**Task prompt:** For the records below, give the number of lines in which "index" appears, and add nothing else.

**Data for processing:**
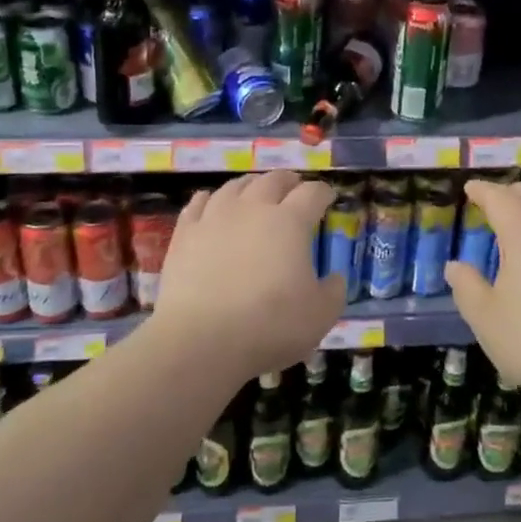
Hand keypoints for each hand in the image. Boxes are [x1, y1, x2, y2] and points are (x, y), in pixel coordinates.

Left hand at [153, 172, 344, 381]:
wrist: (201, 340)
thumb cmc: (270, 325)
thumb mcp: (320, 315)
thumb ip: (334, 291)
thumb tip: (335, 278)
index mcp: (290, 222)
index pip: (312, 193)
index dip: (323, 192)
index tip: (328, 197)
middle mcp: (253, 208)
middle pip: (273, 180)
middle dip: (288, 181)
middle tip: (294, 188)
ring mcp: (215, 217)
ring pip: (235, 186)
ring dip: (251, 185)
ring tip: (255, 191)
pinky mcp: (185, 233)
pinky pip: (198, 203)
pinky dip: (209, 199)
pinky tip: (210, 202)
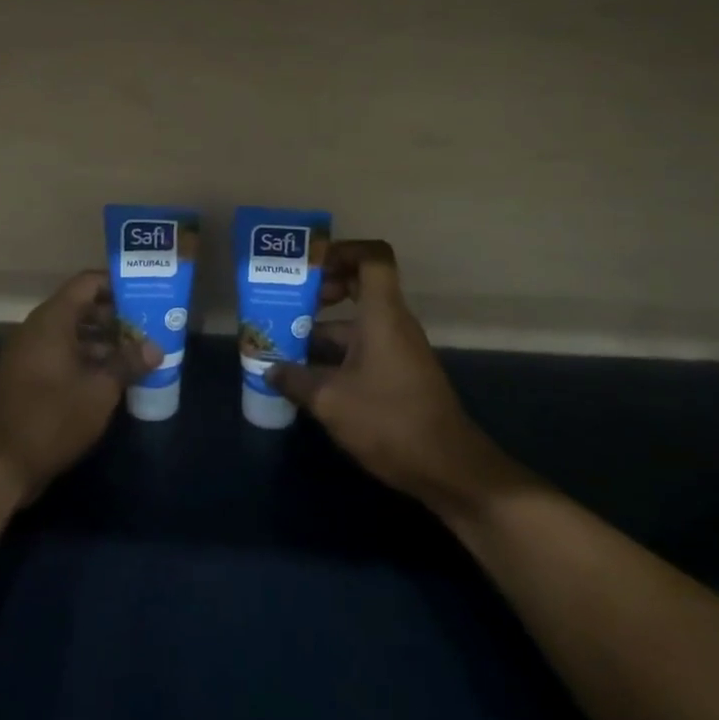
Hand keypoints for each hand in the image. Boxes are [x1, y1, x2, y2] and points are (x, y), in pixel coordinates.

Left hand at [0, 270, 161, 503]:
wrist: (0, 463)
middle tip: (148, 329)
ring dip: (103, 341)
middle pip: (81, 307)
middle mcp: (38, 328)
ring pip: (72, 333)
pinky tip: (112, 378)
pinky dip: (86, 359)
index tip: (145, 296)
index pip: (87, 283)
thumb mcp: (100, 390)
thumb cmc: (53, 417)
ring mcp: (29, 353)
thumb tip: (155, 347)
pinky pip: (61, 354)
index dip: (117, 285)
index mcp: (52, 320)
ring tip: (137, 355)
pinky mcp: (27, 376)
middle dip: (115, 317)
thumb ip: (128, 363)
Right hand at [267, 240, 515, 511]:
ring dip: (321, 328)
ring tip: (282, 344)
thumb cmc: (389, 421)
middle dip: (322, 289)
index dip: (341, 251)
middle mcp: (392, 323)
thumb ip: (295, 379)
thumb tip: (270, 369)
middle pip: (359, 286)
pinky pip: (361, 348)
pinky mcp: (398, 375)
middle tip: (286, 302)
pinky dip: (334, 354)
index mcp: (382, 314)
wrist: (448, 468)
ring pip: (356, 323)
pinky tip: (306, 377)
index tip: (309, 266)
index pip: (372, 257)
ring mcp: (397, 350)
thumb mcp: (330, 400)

**Exercise output:** 12